Get RSS click data into Google Analytics via Feedburner
This is great news for anyone who uses RSS for their blogs, podcasts, news, press releases etc; Google has just announced that Feedburner data can now be integrated with Google Analytics.
Don’t get too excited though.
Google have only been able to develop a system that basically auto-tags the RSS feed links when someone subscribes through a Feedburner hosted RSS feed (such as this blog). Folks who subscribe directly to your RSS won’t be tracked. Additionally Google aren’t integrating data on feed subscriptions, you’ll still need to access that data via Feedburner.
This has taken a r e a l l y l o n g time to rollout, after all Google bought Feedburner for $100m back in June 2007! (via Techcrunch)
To make best use of this I would recommend making sure that all of your RSS feeds are passed through Feedburner, make sure your blog software can handle that before sending content to the browser. For this site I use Squarespace which allows all RSS feeds to be over-ridden with specific RSS domains. I’ve also used the Feedburner MyBrand service which ensures that the insightr.com domain is used for RSS hosting:

How to get Feedburner click data into Google Analytics
Step 1: Login to your Feedburner Account
You’ll need to go to the “Analyze” tab and then click on the Services button and make sure the “track clicks as a traffic source in Google Analytics” is selected.
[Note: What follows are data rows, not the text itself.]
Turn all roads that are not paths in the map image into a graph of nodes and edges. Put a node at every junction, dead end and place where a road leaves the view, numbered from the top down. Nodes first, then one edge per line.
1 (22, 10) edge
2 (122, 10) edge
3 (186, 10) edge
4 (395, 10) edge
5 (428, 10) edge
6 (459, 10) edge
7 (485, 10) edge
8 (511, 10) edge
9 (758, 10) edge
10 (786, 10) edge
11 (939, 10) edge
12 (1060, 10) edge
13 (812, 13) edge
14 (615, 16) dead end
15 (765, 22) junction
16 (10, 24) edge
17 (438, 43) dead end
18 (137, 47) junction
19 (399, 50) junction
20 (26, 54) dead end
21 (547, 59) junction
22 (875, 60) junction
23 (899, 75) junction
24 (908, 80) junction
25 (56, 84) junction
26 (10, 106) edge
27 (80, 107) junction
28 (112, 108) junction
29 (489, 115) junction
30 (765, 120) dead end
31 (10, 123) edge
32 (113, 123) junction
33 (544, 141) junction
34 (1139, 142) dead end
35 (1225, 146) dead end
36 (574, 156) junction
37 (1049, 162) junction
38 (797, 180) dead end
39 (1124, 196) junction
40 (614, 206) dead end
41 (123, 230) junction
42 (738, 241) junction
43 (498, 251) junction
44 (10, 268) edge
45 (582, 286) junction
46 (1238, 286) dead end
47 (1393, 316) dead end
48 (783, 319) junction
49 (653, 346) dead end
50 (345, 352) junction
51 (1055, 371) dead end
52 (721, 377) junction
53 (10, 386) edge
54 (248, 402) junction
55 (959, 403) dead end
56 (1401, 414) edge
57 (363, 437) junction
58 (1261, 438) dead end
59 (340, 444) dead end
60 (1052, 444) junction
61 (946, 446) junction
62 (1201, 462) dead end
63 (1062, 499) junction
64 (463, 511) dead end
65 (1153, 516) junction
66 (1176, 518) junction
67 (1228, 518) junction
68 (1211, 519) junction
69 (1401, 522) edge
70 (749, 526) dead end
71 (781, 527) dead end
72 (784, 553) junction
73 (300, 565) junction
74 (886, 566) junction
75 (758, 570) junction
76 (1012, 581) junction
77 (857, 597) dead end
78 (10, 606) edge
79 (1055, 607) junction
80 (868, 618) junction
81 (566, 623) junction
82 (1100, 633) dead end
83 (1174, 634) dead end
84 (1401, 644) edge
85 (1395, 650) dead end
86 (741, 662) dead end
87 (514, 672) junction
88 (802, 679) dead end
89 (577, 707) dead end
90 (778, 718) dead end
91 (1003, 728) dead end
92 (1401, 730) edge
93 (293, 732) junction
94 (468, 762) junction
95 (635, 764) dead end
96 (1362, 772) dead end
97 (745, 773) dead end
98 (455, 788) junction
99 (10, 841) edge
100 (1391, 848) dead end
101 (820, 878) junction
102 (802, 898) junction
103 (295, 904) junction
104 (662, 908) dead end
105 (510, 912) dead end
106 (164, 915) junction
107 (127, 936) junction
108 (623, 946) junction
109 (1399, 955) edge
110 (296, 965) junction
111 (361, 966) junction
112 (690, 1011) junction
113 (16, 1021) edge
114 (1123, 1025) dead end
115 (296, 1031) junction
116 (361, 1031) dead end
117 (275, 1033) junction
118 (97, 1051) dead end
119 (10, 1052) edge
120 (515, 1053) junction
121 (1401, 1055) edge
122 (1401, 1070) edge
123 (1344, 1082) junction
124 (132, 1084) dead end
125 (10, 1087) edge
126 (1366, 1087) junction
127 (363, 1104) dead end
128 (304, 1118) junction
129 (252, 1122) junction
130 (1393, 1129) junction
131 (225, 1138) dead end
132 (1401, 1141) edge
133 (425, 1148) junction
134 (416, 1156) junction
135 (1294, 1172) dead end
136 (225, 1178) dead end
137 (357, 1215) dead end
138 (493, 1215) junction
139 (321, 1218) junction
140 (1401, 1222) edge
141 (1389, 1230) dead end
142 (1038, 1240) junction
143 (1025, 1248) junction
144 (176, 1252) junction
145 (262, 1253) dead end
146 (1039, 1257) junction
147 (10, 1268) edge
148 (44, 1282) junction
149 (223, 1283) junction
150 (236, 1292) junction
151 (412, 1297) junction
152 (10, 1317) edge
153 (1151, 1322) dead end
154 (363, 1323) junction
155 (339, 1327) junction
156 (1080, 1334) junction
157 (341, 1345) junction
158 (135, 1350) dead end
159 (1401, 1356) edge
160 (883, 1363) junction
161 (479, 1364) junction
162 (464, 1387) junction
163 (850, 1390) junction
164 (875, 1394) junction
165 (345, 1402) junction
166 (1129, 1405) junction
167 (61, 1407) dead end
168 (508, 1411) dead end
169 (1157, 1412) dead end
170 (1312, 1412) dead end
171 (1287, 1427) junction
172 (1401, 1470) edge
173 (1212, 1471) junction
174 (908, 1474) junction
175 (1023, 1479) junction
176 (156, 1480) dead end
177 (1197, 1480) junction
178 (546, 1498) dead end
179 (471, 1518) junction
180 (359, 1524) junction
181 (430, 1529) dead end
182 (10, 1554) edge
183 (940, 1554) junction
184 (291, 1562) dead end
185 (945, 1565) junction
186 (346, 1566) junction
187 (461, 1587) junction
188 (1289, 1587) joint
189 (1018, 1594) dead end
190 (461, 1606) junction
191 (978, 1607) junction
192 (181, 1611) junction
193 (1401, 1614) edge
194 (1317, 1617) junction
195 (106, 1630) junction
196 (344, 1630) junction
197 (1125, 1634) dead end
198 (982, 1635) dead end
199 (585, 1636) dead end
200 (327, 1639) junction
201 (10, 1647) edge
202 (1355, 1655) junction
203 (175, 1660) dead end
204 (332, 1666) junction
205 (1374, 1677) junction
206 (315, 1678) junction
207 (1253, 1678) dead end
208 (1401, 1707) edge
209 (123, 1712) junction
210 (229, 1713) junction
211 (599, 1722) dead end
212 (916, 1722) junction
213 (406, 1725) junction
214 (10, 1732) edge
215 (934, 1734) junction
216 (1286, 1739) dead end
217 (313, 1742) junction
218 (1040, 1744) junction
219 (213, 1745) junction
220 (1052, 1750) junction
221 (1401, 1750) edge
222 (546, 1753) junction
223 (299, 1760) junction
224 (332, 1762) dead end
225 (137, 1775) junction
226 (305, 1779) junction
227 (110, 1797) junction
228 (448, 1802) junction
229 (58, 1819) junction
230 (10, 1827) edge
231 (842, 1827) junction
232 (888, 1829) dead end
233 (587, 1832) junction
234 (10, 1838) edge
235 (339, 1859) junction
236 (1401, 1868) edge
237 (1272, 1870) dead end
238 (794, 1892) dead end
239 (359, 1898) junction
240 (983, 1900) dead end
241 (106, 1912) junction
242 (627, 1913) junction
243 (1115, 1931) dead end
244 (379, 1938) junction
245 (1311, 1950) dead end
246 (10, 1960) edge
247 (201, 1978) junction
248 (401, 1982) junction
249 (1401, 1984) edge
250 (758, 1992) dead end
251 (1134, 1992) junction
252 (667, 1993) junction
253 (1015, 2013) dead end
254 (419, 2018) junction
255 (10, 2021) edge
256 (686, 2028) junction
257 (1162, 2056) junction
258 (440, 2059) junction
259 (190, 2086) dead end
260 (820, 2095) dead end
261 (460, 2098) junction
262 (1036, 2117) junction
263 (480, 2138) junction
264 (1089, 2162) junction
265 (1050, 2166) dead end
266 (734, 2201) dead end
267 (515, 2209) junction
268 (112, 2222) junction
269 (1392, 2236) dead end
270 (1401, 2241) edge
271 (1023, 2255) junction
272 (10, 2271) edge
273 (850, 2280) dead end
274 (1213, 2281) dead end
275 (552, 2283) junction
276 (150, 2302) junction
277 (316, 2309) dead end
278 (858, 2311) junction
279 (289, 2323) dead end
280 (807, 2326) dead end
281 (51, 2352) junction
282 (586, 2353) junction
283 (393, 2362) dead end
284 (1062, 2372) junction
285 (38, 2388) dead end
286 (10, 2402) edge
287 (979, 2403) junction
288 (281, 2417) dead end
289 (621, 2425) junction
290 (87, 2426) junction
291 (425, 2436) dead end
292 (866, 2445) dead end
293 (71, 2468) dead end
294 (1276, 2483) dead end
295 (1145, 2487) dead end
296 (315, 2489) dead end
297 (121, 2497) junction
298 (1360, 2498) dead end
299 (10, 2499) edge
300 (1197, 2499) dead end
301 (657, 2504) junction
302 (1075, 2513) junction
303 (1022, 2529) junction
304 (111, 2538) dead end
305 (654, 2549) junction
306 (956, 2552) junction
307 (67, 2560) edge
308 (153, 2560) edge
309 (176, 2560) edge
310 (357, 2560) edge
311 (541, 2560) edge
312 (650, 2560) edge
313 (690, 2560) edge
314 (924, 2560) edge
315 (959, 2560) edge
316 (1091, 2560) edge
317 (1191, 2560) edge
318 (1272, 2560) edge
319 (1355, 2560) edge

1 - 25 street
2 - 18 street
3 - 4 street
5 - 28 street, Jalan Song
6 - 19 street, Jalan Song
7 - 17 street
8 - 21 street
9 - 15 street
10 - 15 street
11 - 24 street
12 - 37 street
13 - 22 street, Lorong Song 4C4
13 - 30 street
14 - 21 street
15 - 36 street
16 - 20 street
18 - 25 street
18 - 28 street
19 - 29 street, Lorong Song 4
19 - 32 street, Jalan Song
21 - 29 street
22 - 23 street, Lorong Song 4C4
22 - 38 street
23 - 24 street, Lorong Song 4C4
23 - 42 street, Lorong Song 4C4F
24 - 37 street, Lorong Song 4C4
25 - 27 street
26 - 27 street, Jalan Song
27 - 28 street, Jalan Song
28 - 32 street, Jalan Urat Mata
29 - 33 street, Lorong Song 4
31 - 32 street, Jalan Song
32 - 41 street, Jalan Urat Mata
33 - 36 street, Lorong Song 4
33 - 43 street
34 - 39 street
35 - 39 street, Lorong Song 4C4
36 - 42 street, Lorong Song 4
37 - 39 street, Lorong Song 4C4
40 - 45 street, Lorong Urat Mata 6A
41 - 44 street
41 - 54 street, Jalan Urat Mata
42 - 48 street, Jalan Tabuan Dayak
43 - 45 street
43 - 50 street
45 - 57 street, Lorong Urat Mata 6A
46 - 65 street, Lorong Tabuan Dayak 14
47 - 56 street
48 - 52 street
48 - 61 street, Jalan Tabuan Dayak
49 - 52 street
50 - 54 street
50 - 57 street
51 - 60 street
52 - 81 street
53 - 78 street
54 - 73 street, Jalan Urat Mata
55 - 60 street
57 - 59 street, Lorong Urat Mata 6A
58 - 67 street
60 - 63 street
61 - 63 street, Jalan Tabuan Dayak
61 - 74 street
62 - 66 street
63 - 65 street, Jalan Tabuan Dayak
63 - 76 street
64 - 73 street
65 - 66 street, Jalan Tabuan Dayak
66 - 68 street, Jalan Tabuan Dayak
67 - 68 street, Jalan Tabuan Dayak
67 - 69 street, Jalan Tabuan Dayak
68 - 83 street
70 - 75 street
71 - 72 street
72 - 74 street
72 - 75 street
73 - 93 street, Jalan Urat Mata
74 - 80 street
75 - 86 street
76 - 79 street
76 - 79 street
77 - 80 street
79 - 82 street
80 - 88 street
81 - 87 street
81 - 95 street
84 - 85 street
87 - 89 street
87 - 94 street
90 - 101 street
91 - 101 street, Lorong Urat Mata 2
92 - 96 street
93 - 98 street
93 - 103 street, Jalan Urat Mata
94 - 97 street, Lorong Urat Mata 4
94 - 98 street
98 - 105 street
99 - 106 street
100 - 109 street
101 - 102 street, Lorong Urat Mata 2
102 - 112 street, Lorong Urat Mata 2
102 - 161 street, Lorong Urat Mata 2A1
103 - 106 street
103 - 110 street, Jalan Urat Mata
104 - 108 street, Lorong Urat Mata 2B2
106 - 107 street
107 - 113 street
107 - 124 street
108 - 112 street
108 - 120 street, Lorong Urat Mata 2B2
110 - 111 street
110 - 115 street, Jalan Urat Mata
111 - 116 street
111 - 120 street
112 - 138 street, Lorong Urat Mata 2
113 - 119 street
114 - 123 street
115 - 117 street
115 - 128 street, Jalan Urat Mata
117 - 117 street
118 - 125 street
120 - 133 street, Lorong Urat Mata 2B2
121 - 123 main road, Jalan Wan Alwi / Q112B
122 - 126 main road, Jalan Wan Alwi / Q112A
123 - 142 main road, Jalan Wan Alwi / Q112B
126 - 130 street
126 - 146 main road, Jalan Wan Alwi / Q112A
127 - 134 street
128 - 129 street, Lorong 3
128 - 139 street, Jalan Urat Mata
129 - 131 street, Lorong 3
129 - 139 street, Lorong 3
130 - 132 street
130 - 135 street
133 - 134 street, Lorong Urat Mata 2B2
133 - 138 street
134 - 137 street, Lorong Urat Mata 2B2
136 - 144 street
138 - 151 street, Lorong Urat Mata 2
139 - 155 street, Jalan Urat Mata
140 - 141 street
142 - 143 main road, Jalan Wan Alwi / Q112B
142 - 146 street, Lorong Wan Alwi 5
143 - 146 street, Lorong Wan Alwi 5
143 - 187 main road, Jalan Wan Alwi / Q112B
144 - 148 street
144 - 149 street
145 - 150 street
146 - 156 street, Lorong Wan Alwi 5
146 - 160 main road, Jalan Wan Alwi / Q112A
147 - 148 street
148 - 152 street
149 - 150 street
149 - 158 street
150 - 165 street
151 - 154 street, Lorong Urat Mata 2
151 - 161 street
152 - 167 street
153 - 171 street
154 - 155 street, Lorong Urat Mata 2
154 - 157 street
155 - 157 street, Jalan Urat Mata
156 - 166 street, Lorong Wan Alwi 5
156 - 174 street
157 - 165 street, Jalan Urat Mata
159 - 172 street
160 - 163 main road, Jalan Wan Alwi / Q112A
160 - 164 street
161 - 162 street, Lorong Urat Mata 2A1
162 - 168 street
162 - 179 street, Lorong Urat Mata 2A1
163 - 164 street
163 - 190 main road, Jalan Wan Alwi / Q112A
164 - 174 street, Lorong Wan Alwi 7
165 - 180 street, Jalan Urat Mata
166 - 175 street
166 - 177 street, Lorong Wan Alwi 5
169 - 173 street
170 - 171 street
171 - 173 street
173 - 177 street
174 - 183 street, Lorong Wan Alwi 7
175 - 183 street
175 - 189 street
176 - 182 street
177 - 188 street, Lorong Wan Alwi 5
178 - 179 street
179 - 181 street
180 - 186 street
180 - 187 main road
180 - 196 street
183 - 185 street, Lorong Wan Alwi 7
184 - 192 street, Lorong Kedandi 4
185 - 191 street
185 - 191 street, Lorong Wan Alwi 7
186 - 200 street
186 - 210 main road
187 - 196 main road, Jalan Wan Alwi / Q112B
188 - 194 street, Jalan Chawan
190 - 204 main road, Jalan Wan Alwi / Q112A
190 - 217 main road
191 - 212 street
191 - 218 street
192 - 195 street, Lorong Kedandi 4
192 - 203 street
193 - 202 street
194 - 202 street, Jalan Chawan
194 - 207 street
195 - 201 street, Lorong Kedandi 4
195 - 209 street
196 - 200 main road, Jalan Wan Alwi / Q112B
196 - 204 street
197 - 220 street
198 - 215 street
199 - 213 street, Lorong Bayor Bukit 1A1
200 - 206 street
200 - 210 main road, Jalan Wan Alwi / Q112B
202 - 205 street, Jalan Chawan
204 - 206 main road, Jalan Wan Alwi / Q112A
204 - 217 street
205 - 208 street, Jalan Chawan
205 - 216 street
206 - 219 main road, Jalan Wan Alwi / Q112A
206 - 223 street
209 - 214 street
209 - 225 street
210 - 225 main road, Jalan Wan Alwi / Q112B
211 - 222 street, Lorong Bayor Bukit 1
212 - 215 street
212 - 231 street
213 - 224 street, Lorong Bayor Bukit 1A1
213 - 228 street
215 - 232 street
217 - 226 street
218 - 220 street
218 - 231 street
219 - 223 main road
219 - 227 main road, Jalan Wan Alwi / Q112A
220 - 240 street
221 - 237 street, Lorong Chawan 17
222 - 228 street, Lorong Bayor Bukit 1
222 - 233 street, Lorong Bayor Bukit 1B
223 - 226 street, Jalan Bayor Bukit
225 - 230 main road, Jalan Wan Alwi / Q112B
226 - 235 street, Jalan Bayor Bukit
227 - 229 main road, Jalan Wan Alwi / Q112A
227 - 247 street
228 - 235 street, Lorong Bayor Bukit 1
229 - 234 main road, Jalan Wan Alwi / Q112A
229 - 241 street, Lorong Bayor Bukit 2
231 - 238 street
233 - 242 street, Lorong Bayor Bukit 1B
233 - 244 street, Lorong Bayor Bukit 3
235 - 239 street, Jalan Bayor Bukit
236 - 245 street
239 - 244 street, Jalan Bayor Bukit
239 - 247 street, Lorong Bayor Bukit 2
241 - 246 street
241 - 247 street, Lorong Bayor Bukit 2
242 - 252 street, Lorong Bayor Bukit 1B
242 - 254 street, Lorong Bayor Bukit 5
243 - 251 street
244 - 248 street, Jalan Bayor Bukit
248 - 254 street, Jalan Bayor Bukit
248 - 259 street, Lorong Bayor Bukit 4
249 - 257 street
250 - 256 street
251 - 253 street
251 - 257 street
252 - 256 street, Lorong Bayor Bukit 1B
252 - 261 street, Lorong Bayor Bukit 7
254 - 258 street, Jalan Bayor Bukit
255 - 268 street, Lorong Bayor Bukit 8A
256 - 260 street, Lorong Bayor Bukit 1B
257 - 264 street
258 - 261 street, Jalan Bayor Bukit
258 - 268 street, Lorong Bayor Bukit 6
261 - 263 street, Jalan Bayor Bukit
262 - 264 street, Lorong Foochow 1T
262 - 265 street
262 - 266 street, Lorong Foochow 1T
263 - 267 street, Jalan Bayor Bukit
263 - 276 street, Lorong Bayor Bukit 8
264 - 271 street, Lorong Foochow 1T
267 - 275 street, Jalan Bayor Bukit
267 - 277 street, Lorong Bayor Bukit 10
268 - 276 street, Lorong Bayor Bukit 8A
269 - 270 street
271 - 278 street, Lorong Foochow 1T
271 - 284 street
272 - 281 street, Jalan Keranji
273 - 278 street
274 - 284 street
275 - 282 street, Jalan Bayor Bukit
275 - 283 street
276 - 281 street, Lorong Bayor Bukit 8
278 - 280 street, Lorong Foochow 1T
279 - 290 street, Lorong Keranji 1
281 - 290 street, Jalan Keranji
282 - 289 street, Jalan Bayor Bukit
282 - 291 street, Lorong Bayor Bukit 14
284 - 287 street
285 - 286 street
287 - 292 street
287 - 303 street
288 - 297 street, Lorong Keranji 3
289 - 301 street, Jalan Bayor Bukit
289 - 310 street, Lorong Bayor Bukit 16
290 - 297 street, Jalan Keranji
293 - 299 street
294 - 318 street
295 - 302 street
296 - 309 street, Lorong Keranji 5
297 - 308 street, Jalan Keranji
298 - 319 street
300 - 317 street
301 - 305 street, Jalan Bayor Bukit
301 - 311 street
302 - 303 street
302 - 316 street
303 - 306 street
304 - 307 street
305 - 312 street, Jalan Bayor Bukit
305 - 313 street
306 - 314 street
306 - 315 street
Step 2: Modify the campaign parameters
Click on the “customize” button, this will launch an overlay window that will allow you to customise the Google Analytics campaign parameters that Feedburner uses to auto-tag your links. Google offers four dynamic variables to help extend the depth of data being collected, which can be positioned and managed as appropriate for your business, they are:
- $(feedUrl) - this captures the URI of your feed
- $(feedName) - this captures the full name of your feed as set in the Feedburner settings
- $(distributionChannel) - this captures the channel in which your feed was clicked in (for example if you use the Feedburner email services this will show up in this variable as ‘email’)
- $(distributionEndpoint) - this will capture the tool or service from which the click came from (for example google reader, friendfeed)

Step 3: Find the data in Google Analytics
Based on how you customised the feed you will be able to find the data within your campaign reports, so in the example below there is an example of what the source / medium data will look like. In this example a secondary dimension of ad content has been used to capture where the click came from.

What’s next?
I’m hoping the next evolution for this will:
- be modified to capture RSS feed subscriptions directly in Google Analytics (or if Google are being nicely open source to allow api data to be sent to YWA, Omniture, Coremetrics etc.). This is real problem for analysts at the moment who are limited to trying to track RSS feed subscriptions via clicks, a highly ineffective measure when RSS subscriptions are built directly into the latest browsers - clicks are never going to be an accurate measure of this.
- allow tracking of campaign parameters for other analytics tools in Feedburner (eg populating a cid= variable for Omniture). This is a bit more open source than I suspect Google will offer, but would help Google “not be evil” :)
- longer term I’m hoping Google will integrate Google Analytics and DFA with auto campaign tagging (this is a royal pain for anyone who uses DFA with Google Analytics because of the old school trafficking approach used by DFA). Who knows maybe if Google open up further this will allow third party data imports into GA (such as data from email service providers). This would then compete directly with Omniture Genesis. At which stage Omniture / Adobe will need to crank out some serious product innovation to keep customers paying for commodity driven analytics services.